⟨

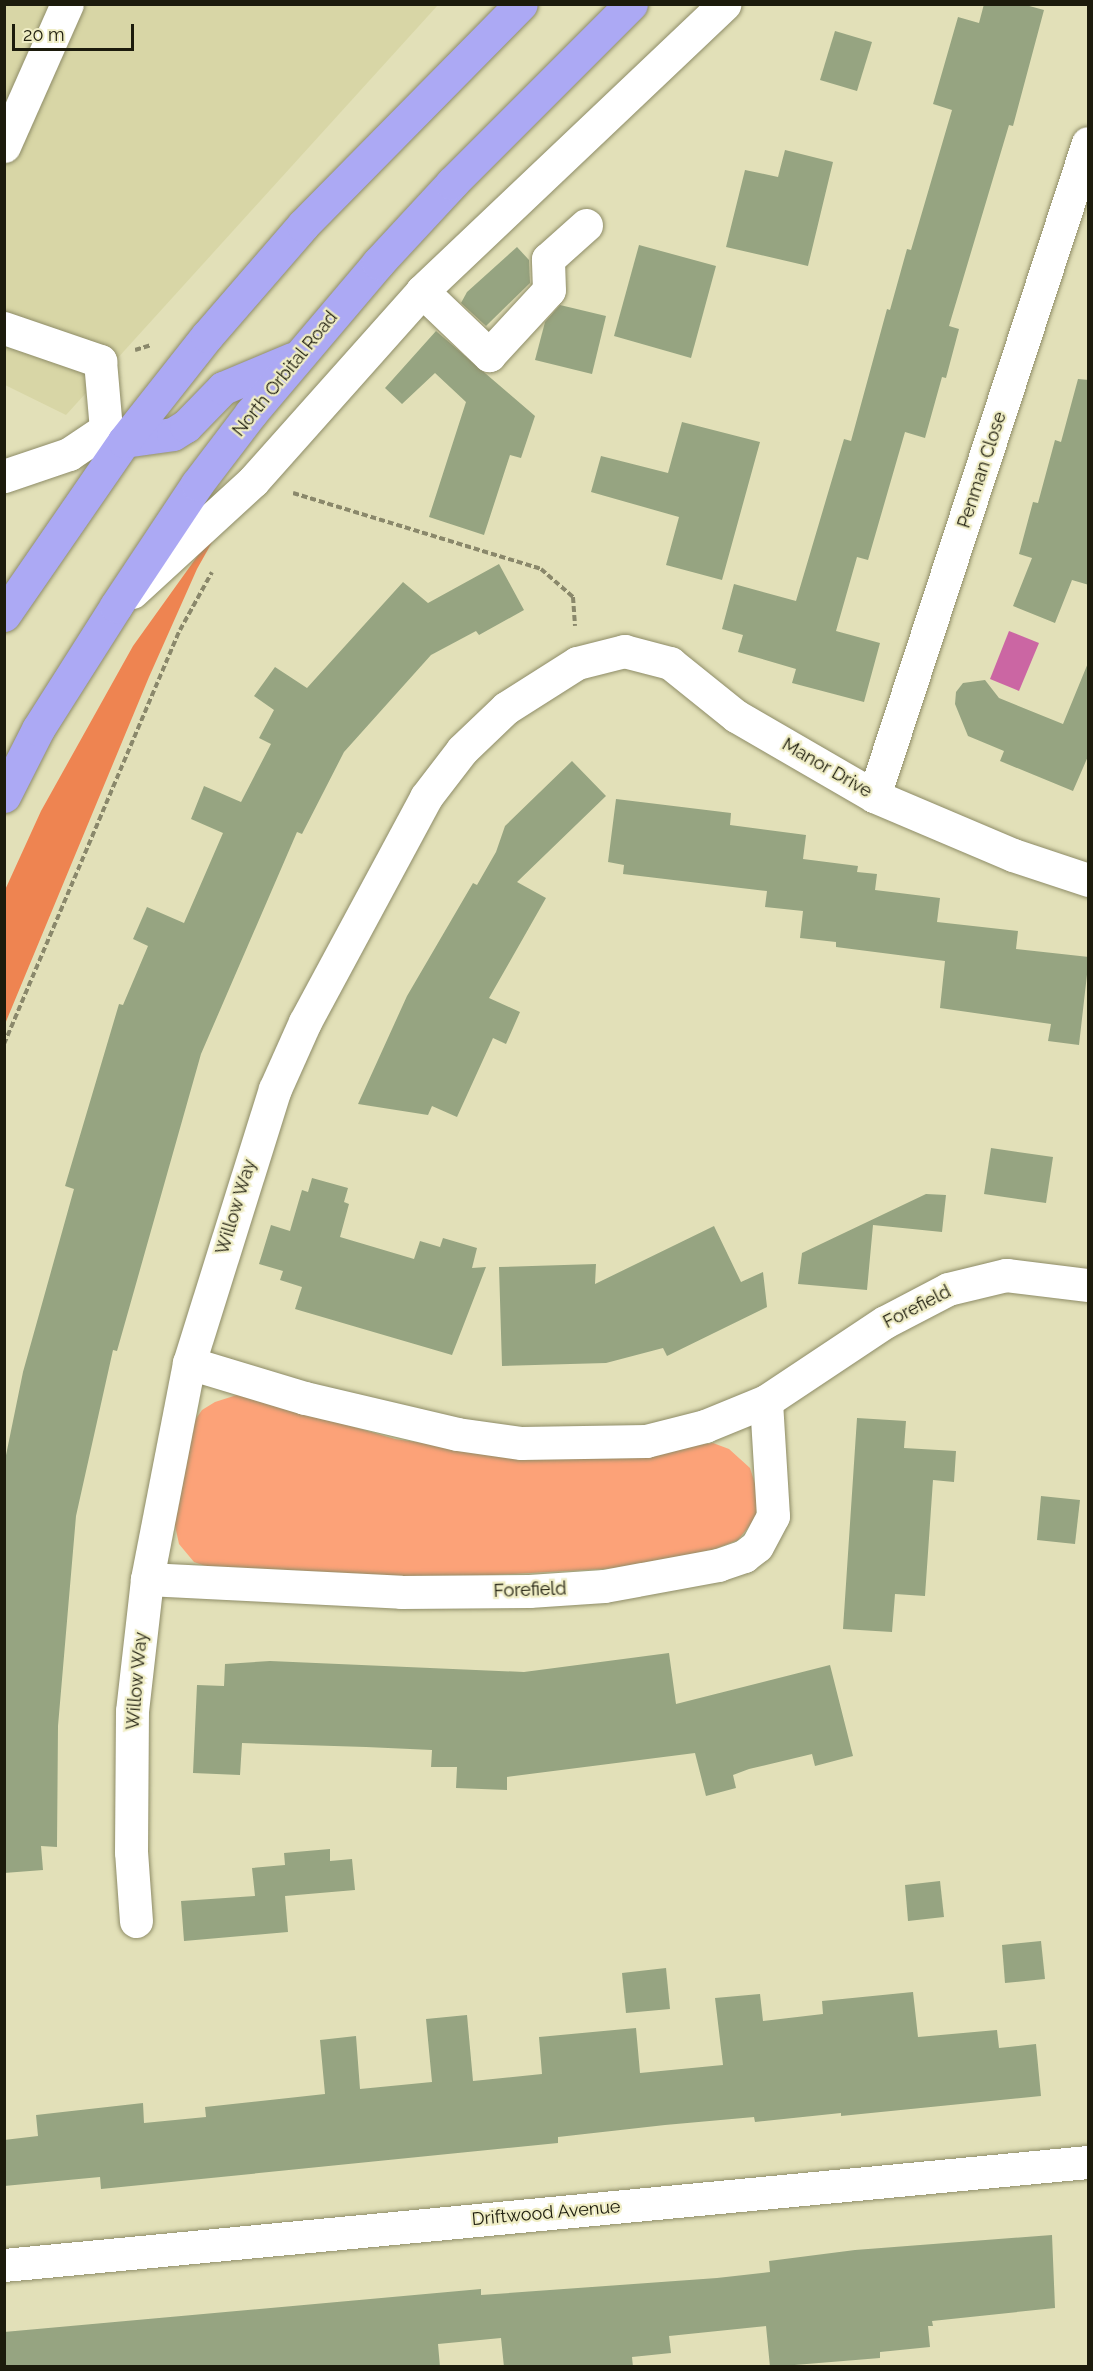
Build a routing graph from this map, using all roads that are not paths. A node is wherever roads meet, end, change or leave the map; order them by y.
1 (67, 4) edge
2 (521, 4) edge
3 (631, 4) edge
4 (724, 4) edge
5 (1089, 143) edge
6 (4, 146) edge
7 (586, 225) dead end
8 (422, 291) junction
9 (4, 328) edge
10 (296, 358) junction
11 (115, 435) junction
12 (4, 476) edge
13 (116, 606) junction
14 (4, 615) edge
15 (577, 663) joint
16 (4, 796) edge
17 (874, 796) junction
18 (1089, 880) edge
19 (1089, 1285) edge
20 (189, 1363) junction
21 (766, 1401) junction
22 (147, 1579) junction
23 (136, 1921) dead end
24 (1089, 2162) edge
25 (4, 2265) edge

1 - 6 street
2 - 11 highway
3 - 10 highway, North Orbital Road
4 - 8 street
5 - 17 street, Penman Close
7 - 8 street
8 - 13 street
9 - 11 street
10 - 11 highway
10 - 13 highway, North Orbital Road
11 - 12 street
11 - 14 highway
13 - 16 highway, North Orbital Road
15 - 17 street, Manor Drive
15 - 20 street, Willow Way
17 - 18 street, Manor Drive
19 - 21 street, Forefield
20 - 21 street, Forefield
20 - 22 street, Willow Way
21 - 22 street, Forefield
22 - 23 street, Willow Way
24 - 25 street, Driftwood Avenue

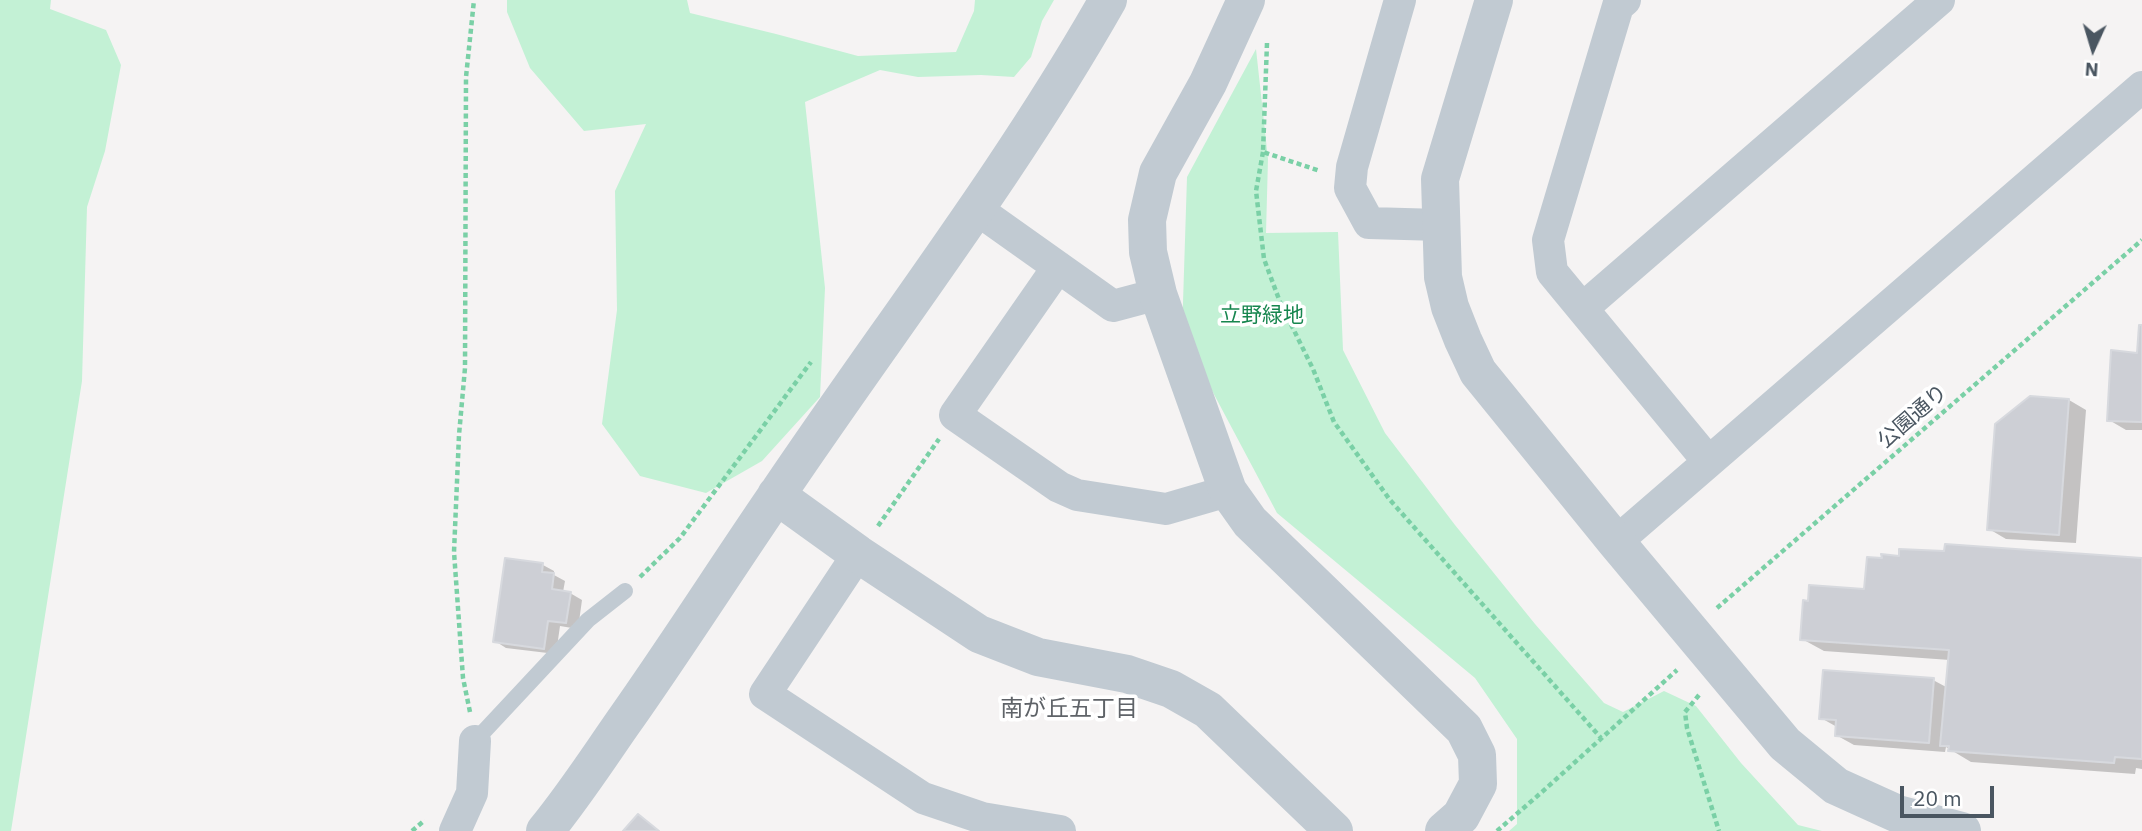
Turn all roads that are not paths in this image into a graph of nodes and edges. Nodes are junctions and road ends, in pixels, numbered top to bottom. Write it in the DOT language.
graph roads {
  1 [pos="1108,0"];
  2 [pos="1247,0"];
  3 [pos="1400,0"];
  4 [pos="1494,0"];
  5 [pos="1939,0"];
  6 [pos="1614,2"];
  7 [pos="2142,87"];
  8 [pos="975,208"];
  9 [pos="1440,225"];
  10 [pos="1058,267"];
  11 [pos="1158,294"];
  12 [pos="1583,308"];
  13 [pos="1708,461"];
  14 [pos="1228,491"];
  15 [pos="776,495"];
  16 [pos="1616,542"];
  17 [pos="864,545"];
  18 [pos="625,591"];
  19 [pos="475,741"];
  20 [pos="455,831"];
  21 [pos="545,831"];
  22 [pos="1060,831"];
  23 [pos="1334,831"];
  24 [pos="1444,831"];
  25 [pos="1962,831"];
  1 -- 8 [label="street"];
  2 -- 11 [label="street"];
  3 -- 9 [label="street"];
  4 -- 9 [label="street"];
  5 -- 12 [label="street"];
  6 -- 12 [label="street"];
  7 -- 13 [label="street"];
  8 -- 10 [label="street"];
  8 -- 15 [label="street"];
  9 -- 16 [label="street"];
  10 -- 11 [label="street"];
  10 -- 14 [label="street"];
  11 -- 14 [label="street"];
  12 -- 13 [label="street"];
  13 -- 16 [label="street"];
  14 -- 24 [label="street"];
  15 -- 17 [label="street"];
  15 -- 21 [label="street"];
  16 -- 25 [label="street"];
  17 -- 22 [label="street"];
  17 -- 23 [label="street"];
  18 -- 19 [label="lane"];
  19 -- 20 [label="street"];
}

⟩

— WHAT THE EXERCISE ASKS —
A verbatim copy of the entries, stripped of pictures, should be produced.

— WORKED SOLUTION —
Build a routing graph from this map, using all roads that are not paths. A node is wherever roads meet, end, change or leave the map; order them by y.
1 (67, 4) edge
2 (521, 4) edge
3 (631, 4) edge
4 (724, 4) edge
5 (1089, 143) edge
6 (4, 146) edge
7 (586, 225) dead end
8 (422, 291) junction
9 (4, 328) edge
10 (296, 358) junction
11 (115, 435) junction
12 (4, 476) edge
13 (116, 606) junction
14 (4, 615) edge
15 (577, 663) joint
16 (4, 796) edge
17 (874, 796) junction
18 (1089, 880) edge
19 (1089, 1285) edge
20 (189, 1363) junction
21 (766, 1401) junction
22 (147, 1579) junction
23 (136, 1921) dead end
24 (1089, 2162) edge
25 (4, 2265) edge

1 - 6 street
2 - 11 highway
3 - 10 highway, North Orbital Road
4 - 8 street
5 - 17 street, Penman Close
7 - 8 street
8 - 13 street
9 - 11 street
10 - 11 highway
10 - 13 highway, North Orbital Road
11 - 12 street
11 - 14 highway
13 - 16 highway, North Orbital Road
15 - 17 street, Manor Drive
15 - 20 street, Willow Way
17 - 18 street, Manor Drive
19 - 21 street, Forefield
20 - 21 street, Forefield
20 - 22 street, Willow Way
21 - 22 street, Forefield
22 - 23 street, Willow Way
24 - 25 street, Driftwood Avenue

Turn all roads that are not paths in this image into a graph of nodes and edges. Nodes are junctions and road ends, in pixels, numbered top to bottom. Write it in the DOT language.
graph roads {
  1 [pos="1108,0"];
  2 [pos="1247,0"];
  3 [pos="1400,0"];
  4 [pos="1494,0"];
  5 [pos="1939,0"];
  6 [pos="1614,2"];
  7 [pos="2142,87"];
  8 [pos="975,208"];
  9 [pos="1440,225"];
  10 [pos="1058,267"];
  11 [pos="1158,294"];
  12 [pos="1583,308"];
  13 [pos="1708,461"];
  14 [pos="1228,491"];
  15 [pos="776,495"];
  16 [pos="1616,542"];
  17 [pos="864,545"];
  18 [pos="625,591"];
  19 [pos="475,741"];
  20 [pos="455,831"];
  21 [pos="545,831"];
  22 [pos="1060,831"];
  23 [pos="1334,831"];
  24 [pos="1444,831"];
  25 [pos="1962,831"];
  1 -- 8 [label="street"];
  2 -- 11 [label="street"];
  3 -- 9 [label="street"];
  4 -- 9 [label="street"];
  5 -- 12 [label="street"];
  6 -- 12 [label="street"];
  7 -- 13 [label="street"];
  8 -- 10 [label="street"];
  8 -- 15 [label="street"];
  9 -- 16 [label="street"];
  10 -- 11 [label="street"];
  10 -- 14 [label="street"];
  11 -- 14 [label="street"];
  12 -- 13 [label="street"];
  13 -- 16 [label="street"];
  14 -- 24 [label="street"];
  15 -- 17 [label="street"];
  15 -- 21 [label="street"];
  16 -- 25 [label="street"];
  17 -- 22 [label="street"];
  17 -- 23 [label="street"];
  18 -- 19 [label="lane"];
  19 -- 20 [label="street"];
}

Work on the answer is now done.